DATA EXTRACTS Start Marker

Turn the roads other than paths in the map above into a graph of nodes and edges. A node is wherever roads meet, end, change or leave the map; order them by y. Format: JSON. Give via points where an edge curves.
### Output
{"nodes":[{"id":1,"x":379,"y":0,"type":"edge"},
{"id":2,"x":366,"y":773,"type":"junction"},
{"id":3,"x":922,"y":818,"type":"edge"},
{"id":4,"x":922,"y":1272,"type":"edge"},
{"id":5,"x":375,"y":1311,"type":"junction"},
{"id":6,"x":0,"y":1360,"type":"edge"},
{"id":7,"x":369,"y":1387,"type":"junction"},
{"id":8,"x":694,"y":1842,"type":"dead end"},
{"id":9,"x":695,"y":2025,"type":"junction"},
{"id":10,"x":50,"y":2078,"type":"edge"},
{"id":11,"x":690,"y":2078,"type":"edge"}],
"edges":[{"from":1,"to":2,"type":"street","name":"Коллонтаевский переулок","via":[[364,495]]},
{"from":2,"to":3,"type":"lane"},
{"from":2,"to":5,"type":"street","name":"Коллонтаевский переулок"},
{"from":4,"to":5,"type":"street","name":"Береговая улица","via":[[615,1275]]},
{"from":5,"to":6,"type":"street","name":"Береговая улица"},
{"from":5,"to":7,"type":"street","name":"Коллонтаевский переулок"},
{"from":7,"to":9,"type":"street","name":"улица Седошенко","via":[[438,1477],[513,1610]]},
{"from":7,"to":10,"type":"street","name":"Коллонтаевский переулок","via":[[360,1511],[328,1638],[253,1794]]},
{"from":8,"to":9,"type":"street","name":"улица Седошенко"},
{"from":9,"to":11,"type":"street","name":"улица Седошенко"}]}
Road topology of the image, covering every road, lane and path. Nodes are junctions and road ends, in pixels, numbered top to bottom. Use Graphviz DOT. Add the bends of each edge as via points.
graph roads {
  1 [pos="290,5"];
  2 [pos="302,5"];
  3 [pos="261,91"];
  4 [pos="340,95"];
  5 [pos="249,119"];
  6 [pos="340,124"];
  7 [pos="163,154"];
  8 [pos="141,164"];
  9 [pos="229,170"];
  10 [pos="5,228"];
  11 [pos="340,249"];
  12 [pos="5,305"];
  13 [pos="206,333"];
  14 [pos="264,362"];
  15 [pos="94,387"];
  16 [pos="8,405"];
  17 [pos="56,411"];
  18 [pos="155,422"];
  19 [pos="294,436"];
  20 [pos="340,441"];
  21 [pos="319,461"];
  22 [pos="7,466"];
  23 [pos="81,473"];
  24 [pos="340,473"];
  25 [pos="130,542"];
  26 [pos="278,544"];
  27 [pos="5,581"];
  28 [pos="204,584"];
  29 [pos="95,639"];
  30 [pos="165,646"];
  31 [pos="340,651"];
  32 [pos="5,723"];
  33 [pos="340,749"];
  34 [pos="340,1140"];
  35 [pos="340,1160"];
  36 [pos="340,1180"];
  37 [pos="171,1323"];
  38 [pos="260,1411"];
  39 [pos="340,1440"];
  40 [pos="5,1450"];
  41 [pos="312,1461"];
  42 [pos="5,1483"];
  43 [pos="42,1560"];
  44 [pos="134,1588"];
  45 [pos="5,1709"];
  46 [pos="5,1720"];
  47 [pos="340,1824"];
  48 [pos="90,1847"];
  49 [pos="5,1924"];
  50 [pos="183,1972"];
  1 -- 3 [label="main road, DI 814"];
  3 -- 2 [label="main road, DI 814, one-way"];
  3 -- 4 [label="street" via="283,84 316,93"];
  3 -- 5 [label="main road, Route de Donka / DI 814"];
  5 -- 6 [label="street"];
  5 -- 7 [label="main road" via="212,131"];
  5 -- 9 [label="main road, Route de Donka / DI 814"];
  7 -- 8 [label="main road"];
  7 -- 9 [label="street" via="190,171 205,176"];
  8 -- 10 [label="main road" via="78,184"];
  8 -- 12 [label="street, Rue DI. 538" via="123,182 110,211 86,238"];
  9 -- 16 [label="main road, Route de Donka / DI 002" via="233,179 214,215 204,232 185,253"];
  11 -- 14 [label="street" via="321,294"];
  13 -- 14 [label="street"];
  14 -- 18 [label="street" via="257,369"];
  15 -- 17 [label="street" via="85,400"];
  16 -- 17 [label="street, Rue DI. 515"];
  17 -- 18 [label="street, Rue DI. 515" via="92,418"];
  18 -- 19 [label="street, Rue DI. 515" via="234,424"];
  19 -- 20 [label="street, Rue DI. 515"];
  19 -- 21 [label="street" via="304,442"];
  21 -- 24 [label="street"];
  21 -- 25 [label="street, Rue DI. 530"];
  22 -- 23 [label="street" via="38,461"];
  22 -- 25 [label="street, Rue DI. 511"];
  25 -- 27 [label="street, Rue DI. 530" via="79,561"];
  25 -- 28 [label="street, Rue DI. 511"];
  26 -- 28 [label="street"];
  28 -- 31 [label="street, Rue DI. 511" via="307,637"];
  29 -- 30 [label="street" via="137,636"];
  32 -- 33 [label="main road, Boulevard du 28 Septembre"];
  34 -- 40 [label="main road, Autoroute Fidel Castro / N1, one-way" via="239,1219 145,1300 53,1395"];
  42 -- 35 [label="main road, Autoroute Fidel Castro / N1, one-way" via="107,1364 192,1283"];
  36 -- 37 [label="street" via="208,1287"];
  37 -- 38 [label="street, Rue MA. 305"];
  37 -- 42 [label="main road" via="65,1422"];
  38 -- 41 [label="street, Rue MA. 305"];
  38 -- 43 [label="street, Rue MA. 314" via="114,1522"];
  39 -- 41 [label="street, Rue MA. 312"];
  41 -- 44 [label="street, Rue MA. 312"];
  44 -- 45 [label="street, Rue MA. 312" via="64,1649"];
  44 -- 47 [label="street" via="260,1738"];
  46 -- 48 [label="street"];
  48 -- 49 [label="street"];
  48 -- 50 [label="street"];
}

DATA EXTRACTS End Marker

**TASK GOAL**
Copy each line above where "Donka" appears.

**RESULT OF THE EXERCISE**
  3 -- 5 [label="main road, Route de Donka / DI 814"];
  5 -- 9 [label="main road, Route de Donka / DI 814"];
  9 -- 16 [label="main road, Route de Donka / DI 002" via="233,179 214,215 204,232 185,253"];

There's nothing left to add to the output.